Because you can save that. I know you’d be doing it for yourself, not for me—you just want to make yourself feel better because you acted like a complete… ”
He decided not to say the next word, stepped away from the counter, and looked down before pinning me in his stare, full of scorn. “Why did you even come back? Was it because you missed your little friends?”
“I wanted to come back to school, Jack. I thought you weren’t even here. If I’d known…”

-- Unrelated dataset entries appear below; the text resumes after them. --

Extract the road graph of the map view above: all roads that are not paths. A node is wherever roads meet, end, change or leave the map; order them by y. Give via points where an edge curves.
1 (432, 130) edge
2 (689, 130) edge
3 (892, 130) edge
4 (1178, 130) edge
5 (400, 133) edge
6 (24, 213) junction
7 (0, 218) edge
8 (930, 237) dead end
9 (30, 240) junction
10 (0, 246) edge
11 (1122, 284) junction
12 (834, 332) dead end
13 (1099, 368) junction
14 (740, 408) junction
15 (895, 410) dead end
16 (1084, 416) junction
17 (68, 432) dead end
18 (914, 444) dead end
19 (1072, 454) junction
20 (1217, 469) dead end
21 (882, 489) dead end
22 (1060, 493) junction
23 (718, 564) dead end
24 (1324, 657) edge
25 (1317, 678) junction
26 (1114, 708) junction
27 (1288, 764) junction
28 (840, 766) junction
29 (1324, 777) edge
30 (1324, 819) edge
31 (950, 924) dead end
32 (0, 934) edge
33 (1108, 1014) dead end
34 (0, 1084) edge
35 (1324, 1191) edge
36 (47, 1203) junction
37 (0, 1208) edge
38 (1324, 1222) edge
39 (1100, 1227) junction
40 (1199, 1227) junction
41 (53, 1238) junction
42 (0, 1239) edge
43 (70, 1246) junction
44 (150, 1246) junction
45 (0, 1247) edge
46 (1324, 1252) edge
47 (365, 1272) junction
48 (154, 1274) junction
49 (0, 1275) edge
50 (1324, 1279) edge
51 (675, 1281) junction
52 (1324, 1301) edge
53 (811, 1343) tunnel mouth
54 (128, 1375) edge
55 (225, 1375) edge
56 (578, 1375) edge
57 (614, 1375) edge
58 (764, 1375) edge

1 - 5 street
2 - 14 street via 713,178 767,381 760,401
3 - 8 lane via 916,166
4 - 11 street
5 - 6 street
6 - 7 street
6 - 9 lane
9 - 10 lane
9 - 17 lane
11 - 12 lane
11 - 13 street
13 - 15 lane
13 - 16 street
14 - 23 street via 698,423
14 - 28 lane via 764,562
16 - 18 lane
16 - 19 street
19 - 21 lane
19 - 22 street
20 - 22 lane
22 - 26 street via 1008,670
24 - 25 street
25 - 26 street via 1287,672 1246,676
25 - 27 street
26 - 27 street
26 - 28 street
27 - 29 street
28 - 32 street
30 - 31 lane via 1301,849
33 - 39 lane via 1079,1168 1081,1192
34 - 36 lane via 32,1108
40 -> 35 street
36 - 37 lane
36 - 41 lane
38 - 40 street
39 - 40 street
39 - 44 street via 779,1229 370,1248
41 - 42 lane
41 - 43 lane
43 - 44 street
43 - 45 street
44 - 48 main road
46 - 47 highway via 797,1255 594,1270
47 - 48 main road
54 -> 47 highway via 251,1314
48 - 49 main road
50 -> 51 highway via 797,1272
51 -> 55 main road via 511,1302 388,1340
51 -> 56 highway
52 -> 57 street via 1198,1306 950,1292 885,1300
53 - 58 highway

“I know, you wouldn’t have come,” he said.
“It’s not that I wouldn’t have come, it’s just that this is so uncomfortable. I get it. But look, if you take your room and I just sleep on the couch until I…”
He laughed in my face. “Oh, wow, are you seriously giving me permission to use my own room? You know what, fuck it! You take the damn room.”
“Jack…”
“No. No, no, no. Nobody calls me Jack. That was a special thing I let you do because you were my girlfriend. Now you’re just some person. You can call me Ross like everyone else.”
I tried to tell him not to be childish, and he stepped toward me—I don’t know why.
I was scared and stepped back and bumped into a short bookcase.
I thought the argument would continue, but he turned around in frustration and walked out into the courtyard.
Chris had seen the whole thing and still didn’t look like he believed it.
“Wow,” he said. “And I thought he couldn’t be any more unbearable. ”
“It’s not that, Chris,” I said. “He’s just hurt.”
“You’re seriously going to defend him after he talked to you that way?”
“Whatever,” I responded. “Just call me if a room opens up.”
I spent the rest of the day on campus. Curtis, who was already living in the dorms, invited me up to his room to introduce me to his friends. They seemed nice, and I was proud of myself for actually being social. I remembered how shy I’d been the year before.
Before we realized it, it was nightfall. I was lying in bed by then, another girl was lying next to me, and there were a couple of guys sitting on the rug. We were all staring at a computer screen where Gal Gadot was lashing shadowy figures with her golden whip.
“Wonder Woman’s so hot,” Curtis said. “I’d love to bone her with that outfit on.”
The girl next to me giggled and kicked him in the shoulder. “Have you forgotten our conversation about objectifying women?”
“Hey, I don’t discriminate, I’d do the same with Henry Cavill.”
You could never know, but Henry Cavill sure sounded like a guy’s name. Was Curtis bisexual? Awkward as it felt, I forced myself to ask, and he responded, “Duh! You don’t have to say it that way, though. You make it sound like I’m a serial killer or something!”
“No!” I reassured him, “I just, uh…”
“Forgive her, everyone,” Curtis said, addressing his friends with a relaxed smile. “Where Jenna’s from, nobody’s come out of the closet yet. It’s like one of those tourist villages where they still have blacksmiths and water mills and stuff.”